If we glance at the race/education/Trump shift chart, it looks like there is a linear relationship in education except for (roughly) these red points:

(Remember that you can rotate 3D plots by clicking and dragging. I just eyeballed this slice, it was not scientific. It should be close enough for the broad-strokes analysis we’ll do though.)

We can filter out all of the gray points and think of them as explained by the education effect. If we only plot these red points, where are they?

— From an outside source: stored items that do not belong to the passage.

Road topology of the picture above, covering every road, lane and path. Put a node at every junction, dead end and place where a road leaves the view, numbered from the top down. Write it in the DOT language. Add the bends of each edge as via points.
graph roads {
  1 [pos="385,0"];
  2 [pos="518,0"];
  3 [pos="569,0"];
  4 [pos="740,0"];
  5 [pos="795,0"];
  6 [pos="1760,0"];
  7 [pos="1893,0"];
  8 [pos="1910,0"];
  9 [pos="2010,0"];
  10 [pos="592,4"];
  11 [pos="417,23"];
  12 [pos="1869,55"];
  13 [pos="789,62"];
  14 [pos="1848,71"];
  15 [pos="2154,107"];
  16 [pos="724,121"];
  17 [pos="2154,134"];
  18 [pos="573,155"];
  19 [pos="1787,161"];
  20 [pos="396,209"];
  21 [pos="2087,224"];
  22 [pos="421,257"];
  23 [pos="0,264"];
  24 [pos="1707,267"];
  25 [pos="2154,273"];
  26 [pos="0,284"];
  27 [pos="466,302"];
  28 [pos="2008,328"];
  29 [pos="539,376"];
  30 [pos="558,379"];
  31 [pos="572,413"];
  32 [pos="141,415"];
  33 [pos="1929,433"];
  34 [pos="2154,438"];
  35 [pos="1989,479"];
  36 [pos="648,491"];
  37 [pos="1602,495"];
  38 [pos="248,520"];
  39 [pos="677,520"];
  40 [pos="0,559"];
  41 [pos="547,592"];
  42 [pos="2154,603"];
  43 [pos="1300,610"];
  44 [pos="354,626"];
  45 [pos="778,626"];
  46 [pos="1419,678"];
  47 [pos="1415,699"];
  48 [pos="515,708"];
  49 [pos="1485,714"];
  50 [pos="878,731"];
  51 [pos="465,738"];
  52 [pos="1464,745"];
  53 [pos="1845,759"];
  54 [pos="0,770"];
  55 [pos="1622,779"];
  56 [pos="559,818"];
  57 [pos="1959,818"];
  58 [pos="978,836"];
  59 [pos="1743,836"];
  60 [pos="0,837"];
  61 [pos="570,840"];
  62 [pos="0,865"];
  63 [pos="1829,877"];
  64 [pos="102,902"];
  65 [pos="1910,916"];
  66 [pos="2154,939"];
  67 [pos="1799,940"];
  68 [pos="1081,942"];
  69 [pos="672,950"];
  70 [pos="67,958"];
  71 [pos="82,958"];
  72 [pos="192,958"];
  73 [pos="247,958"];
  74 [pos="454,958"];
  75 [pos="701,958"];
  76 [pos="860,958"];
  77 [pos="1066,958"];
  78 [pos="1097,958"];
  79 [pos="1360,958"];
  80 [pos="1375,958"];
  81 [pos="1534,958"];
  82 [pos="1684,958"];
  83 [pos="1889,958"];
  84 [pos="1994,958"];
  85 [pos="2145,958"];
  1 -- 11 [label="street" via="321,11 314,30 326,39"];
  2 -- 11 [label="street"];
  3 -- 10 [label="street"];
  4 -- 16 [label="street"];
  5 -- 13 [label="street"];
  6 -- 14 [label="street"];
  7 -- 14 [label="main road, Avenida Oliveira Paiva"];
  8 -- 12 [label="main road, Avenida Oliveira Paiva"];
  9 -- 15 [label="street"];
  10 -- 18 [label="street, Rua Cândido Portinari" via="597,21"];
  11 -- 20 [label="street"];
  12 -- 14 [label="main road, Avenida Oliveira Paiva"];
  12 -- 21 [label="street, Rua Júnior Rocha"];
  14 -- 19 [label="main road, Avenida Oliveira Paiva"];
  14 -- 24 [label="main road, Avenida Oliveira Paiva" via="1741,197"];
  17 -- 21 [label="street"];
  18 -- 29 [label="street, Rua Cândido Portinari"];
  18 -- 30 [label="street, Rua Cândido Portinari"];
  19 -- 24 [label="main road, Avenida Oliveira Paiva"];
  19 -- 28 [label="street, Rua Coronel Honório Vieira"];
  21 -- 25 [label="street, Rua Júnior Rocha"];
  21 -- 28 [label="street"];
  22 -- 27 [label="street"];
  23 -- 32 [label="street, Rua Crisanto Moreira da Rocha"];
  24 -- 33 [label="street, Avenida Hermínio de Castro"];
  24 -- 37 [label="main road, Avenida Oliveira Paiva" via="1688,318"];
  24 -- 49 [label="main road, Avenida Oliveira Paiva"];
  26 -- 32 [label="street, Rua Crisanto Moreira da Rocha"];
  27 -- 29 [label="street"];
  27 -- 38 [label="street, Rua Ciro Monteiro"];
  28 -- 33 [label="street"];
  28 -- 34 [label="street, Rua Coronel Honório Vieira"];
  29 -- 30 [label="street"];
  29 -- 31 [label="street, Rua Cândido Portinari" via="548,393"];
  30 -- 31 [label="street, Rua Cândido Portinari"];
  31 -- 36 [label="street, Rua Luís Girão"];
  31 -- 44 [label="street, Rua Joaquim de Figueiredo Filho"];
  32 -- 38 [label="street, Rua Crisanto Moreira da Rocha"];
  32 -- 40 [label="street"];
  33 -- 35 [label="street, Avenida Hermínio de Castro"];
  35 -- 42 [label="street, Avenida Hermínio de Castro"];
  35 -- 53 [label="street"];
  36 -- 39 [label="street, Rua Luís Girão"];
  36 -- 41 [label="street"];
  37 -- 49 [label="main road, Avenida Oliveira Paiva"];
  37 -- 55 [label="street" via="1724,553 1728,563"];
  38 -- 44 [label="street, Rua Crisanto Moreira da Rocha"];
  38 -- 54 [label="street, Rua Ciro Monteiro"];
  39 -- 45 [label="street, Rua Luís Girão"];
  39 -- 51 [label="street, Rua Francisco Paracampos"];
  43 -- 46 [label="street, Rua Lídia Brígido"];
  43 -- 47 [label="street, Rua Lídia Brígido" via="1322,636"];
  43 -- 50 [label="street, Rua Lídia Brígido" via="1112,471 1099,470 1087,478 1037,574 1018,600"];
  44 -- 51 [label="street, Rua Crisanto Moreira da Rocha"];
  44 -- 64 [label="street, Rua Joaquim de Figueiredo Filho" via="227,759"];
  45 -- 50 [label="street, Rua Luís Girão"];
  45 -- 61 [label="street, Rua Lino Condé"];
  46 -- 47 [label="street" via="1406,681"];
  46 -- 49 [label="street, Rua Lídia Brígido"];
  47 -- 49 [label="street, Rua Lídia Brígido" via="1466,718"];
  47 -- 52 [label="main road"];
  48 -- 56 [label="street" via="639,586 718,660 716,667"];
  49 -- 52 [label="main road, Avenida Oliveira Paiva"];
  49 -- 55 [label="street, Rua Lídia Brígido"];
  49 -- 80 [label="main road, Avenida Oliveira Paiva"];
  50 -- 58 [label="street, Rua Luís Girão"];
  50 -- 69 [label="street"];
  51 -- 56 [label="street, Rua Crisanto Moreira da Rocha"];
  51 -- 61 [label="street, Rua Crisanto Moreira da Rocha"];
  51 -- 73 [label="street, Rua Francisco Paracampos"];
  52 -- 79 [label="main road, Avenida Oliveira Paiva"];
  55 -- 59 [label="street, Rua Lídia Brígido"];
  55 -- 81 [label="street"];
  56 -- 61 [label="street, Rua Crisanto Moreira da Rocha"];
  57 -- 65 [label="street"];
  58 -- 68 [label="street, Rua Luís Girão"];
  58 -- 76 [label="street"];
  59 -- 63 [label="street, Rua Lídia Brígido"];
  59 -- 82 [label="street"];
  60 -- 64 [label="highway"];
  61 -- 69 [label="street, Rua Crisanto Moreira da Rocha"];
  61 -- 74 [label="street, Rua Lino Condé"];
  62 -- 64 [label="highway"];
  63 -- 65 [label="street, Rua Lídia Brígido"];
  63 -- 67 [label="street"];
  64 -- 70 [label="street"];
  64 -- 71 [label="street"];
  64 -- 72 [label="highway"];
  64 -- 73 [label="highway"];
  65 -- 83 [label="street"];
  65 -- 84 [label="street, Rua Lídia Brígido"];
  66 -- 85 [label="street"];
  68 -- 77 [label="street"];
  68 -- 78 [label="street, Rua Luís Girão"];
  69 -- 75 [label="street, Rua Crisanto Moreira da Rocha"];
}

If we remove a bunch of states to zoom in on the midwest, we get this:

(Remember, you can toggle some of the buckets of data as invisible by clicking them in the legend.)

Some things to note:

  • If you only show the counties with a shift of 15% or more, there are a ton in Ohio and Iowa, a few in Missouri and some elsewhere.
  • There is basically a continuous blotch from the southern part of Illinois to the border with Canada
  • Almost all of Iowa is in this “unexplained by education” set

Recall from our basic analysis, the figure below is how things changed across all counties.

R Shift

We are looking at many fewer counties in this new “outlier” group. We already have a likely candidate (HS-educated people) to explain the change elsewhere, in all the places present in the chart below not present in the chart above. Progress!

Next Steps

But which voters drove change in those areas? It can vary state-by-state, so let’s dig in. We’ll compare county voting changes to attributes of those counties, and build a narrative around the overall dynamic there.

What happened in Ohio?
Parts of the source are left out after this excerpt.